Dublin is taking the next step toward creating the framework for the Dublin 2035 visioning plan by soliciting public input June 21.

“Dublin City Council is looking for public input to create a community vision for the future," said Lindsay Weisenauer, public-affairs officer for Dublin. "Dublin 2035 will provide a framework for planning, navigating and establishing a long-term future direction around four overarching themes."

To that end, Dublin has scheduled a “virtual City Council visioning session” at 6 p.m.

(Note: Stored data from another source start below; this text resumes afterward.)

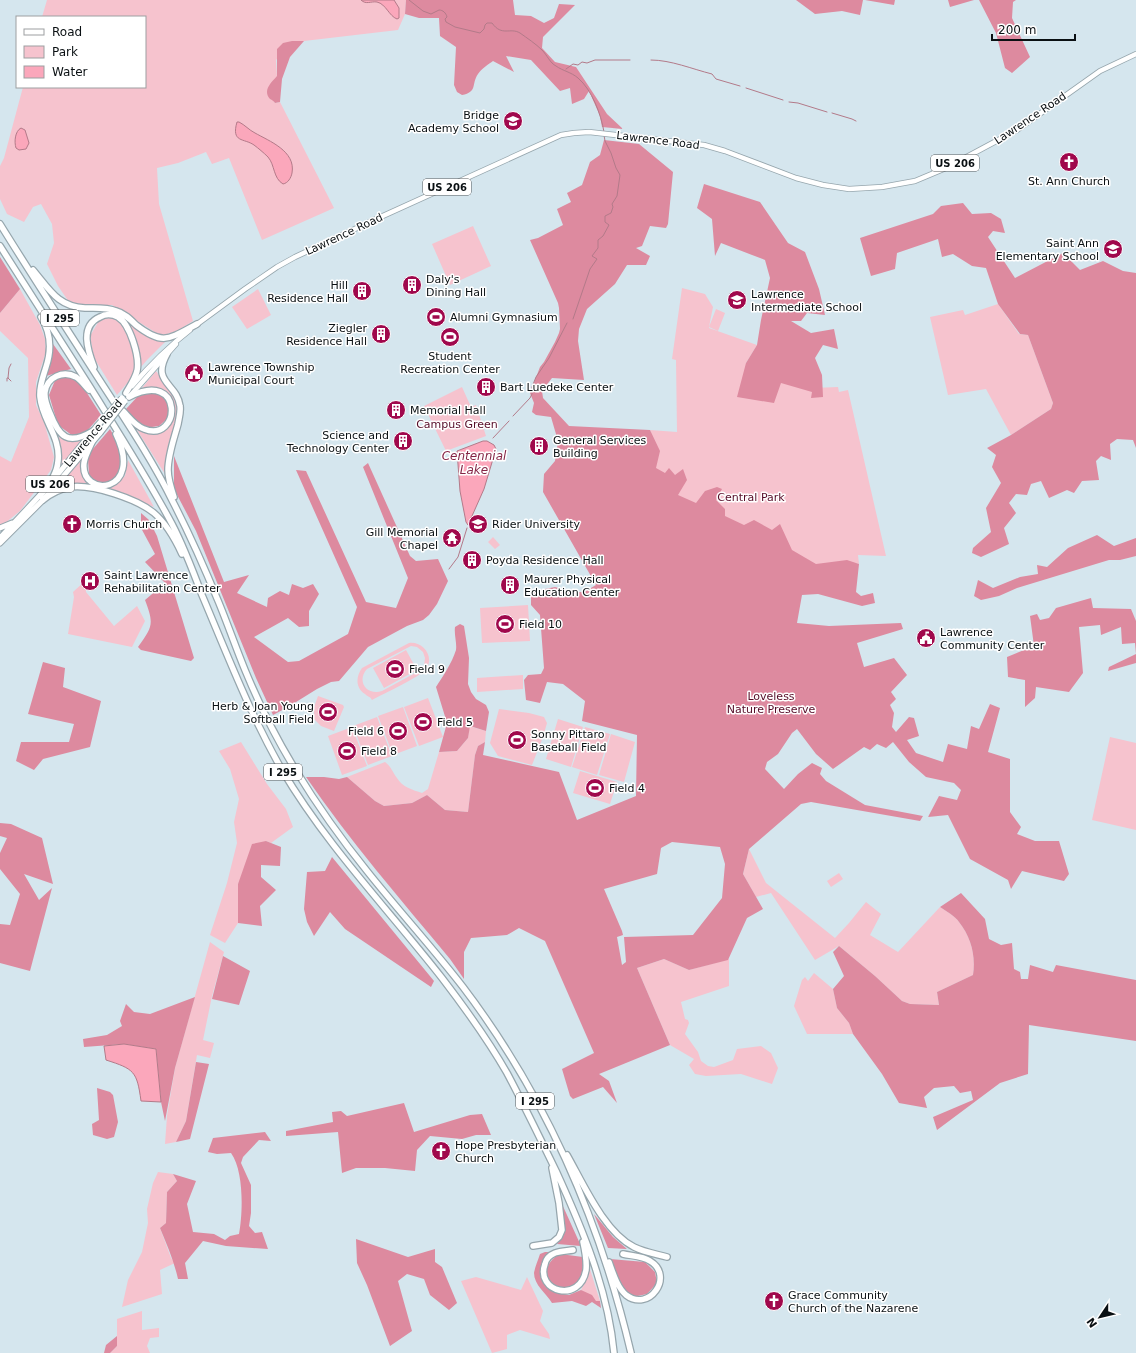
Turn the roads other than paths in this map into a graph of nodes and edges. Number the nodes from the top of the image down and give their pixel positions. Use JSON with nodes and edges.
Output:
{"nodes":[{"id":1,"x":1136,"y":54,"type":"edge"},
{"id":2,"x":0,"y":220,"type":"edge"},
{"id":3,"x":0,"y":224,"type":"edge"},
{"id":4,"x":8,"y":237,"type":"junction"},
{"id":5,"x":13,"y":244,"type":"junction"},
{"id":6,"x":0,"y":246,"type":"edge"},
{"id":7,"x":9,"y":261,"type":"junction"},
{"id":8,"x":197,"y":324,"type":"junction"},
{"id":9,"x":188,"y":331,"type":"junction"},
{"id":10,"x":167,"y":354,"type":"junction"},
{"id":11,"x":108,"y":392,"type":"junction"},
{"id":12,"x":126,"y":397,"type":"junction"},
{"id":13,"x":114,"y":402,"type":"junction"},
{"id":14,"x":102,"y":406,"type":"junction"},
{"id":15,"x":109,"y":418,"type":"junction"},
{"id":16,"x":93,"y":431,"type":"junction"},
{"id":17,"x":93,"y":440,"type":"junction"},
{"id":18,"x":41,"y":498,"type":"junction"},
{"id":19,"x":177,"y":509,"type":"junction"},
{"id":20,"x":15,"y":522,"type":"junction"},
{"id":21,"x":0,"y":528,"type":"edge"},
{"id":22,"x":0,"y":538,"type":"edge"},
{"id":23,"x":0,"y":543,"type":"edge"},
{"id":24,"x":199,"y":586,"type":"junction"},
{"id":25,"x":549,"y":1124,"type":"junction"},
{"id":26,"x":552,"y":1162,"type":"junction"},
{"id":27,"x":572,"y":1207,"type":"junction"},
{"id":28,"x":592,"y":1223,"type":"junction"},
{"id":29,"x":533,"y":1246,"type":"dead end"},
{"id":30,"x":573,"y":1250,"type":"dead end"},
{"id":31,"x":623,"y":1254,"type":"dead end"},
{"id":32,"x":667,"y":1257,"type":"dead end"},
{"id":33,"x":614,"y":1353,"type":"edge"},
{"id":34,"x":631,"y":1353,"type":"edge"}],
"edges":[{"from":1,"to":8,"type":"main road","name":"Lawrence Road","number":"US 206"},
{"from":2,"to":4,"type":"highway"},
{"from":3,"to":4,"type":"highway","number":"I 295"},
{"from":4,"to":5,"type":"highway","number":"I 295"},
{"from":5,"to":8,"type":"highway"},
{"from":5,"to":11,"type":"highway","number":"I 295"},
{"from":6,"to":7,"type":"highway","number":"I 295"},
{"from":7,"to":14,"type":"highway","number":"I 295"},
{"from":7,"to":18,"type":"highway"},
{"from":8,"to":9,"type":"main road","name":"Lawrence Road","number":"US 206"},
{"from":9,"to":10,"type":"main road","name":"Lawrence Road","number":"US 206"},
{"from":9,"to":12,"type":"main road","name":"Lawrence Road","number":"US 206"},
{"from":10,"to":12,"type":"main road","name":"Lawrence Road","number":"US 206"},
{"from":10,"to":19,"type":"highway"},
{"from":11,"to":12,"type":"highway"},
{"from":11,"to":13,"type":"highway","number":"I 295"},
{"from":12,"to":13,"type":"highway"},
{"from":12,"to":16,"type":"highway","name":"Lawrence Road","number":"US 206","bridge":true},
{"from":12,"to":17,"type":"highway","name":"Lawrence Road","number":"US 206","bridge":true},
{"from":13,"to":19,"type":"highway","number":"I 295"},
{"from":14,"to":15,"type":"highway","number":"I 295"},
{"from":14,"to":16,"type":"highway"},
{"from":15,"to":17,"type":"highway"},
{"from":15,"to":24,"type":"highway","number":"I 295"},
{"from":16,"to":18,"type":"highway","name":"Lawrence Road","number":"US 206"},
{"from":17,"to":18,"type":"highway","name":"Lawrence Road","number":"US 206"},
{"from":18,"to":20,"type":"highway","name":"Lawrence Road","number":"US 206"},
{"from":18,"to":23,"type":"highway","name":"Lawrence Road","number":"US 206"},
{"from":18,"to":24,"type":"highway"},
{"from":19,"to":25,"type":"highway","number":"I 295"},
{"from":20,"to":21,"type":"highway"},
{"from":20,"to":22,"type":"highway","name":"Lawrence Road","number":"US 206"},
{"from":24,"to":26,"type":"highway","number":"I 295"},
{"from":25,"to":28,"type":"highway","number":"I 295"},
{"from":25,"to":32,"type":"highway"},
{"from":26,"to":27,"type":"highway","number":"I 295"},
{"from":26,"to":29,"type":"highway"},
{"from":27,"to":30,"type":"highway"},
{"from":27,"to":33,"type":"highway","number":"I 295"},
{"from":28,"to":31,"type":"highway"},
{"from":28,"to":34,"type":"highway","number":"I 295"}]}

June 21 to be led by guest speaker Nikolas Badminton.

“Public engagement will play a vital role in developing this framework, and residents will have various opportunities throughout the year to participate,” Weisenauer said.

Nikolas Badminton

Residents will have the opportunity to listen in and submit comments that may be viewed at dublinohiousa.gov/dublin-2035, she said.

According to a biography provided by Weisenauer, Badminton is the chief futurist and "Think Tank leader" at futurist.com and has advised companies, such as Google, Microsoft, AT&T, Proctor & Gamble, the Bank of Canada, the Government of the Cayman Islands and NASA.

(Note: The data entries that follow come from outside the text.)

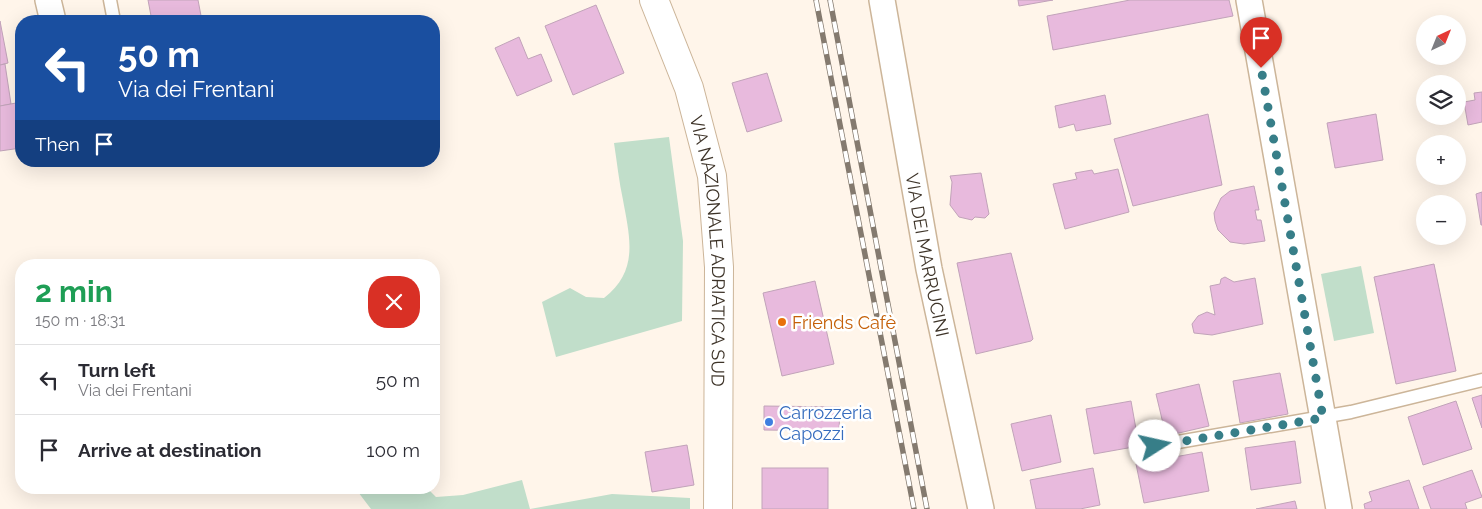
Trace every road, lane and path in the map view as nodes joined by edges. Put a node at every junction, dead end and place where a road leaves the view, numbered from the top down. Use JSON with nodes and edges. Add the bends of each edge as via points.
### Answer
{"nodes":[{"id":1,"x":48,"y":0,"type":"edge"},
{"id":2,"x":110,"y":0,"type":"edge"},
{"id":3,"x":654,"y":0,"type":"edge"},
{"id":4,"x":882,"y":0,"type":"edge"},
{"id":5,"x":1249,"y":0,"type":"edge"},
{"id":6,"x":52,"y":15,"type":"edge"},
{"id":7,"x":113,"y":15,"type":"edge"},
{"id":8,"x":1482,"y":380,"type":"edge"},
{"id":9,"x":1323,"y":418,"type":"junction"},
{"id":10,"x":1155,"y":446,"type":"dead end"},
{"id":11,"x":718,"y":509,"type":"edge"},
{"id":12,"x":981,"y":509,"type":"edge"},
{"id":13,"x":1339,"y":509,"type":"edge"}],
"edges":[{"from":1,"to":6,"type":"street"},
{"from":2,"to":7,"type":"lane"},
{"from":3,"to":11,"type":"main road","name":"VIA NAZIONALE ADRIATICA SUD","via":[[689,88],[712,176],[719,267]]},
{"from":4,"to":12,"type":"street","name":"VIA DEI MARRUCINI","via":[[929,268]]},
{"from":5,"to":9,"type":"street"},
{"from":8,"to":9,"type":"lane"},
{"from":9,"to":10,"type":"lane"},
{"from":9,"to":13,"type":"street"}]}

"The staff and consultants conducted a national search of futurists and thought leaders," Weisenauer said. "It was especially important to find someone who was thoughtful about the future of communities and building a strong quality of place. (Badminton) stood out during our evaluation as someone who could stretch our thinking and inspire creative thinking."

The first session to initiate the framework for Dublin 2035 was held in November 2020. 

Forging the details of Dublin 2035 will be carried out through the rest of 2021 through a series of City Council workshops and other public meetings, Weisenauer said.

Dublin 2035 focuses on four themes: infrastructure, land use, economics and quality of life, she said.

Infrastructure includes initiatives for transportation, parking, mobility and utilities, and it incorporates the goal to be a “Smart City.” 

Land use includes housing, responsible growth, development, aesthetics and historic and cultural considerations. 

Economics includes fiscal health, economic-development strategies and education. 

Quality of life considerations include city services, land and facilities, public safety, leisure and resiliency and sustainability. 

Dublin 2035 builds on the foundation of the community plan that was adopted in July 2013. 

A memo from City Manager Dana McDaniel said the intent of Dublin 2035 is to “modernize and update the existing structure of the current plan to make it precise, actionable and measurable.”

Each of the four core components of Dublin 2035 includes initiatives and “guiding principles” developed last year “as a first step for the strategic-planning process,” planning director Jenny Rauch said. 

“The guiding principles will act as a wide lens to look through when evaluating” objectives, measures and strategies, she said.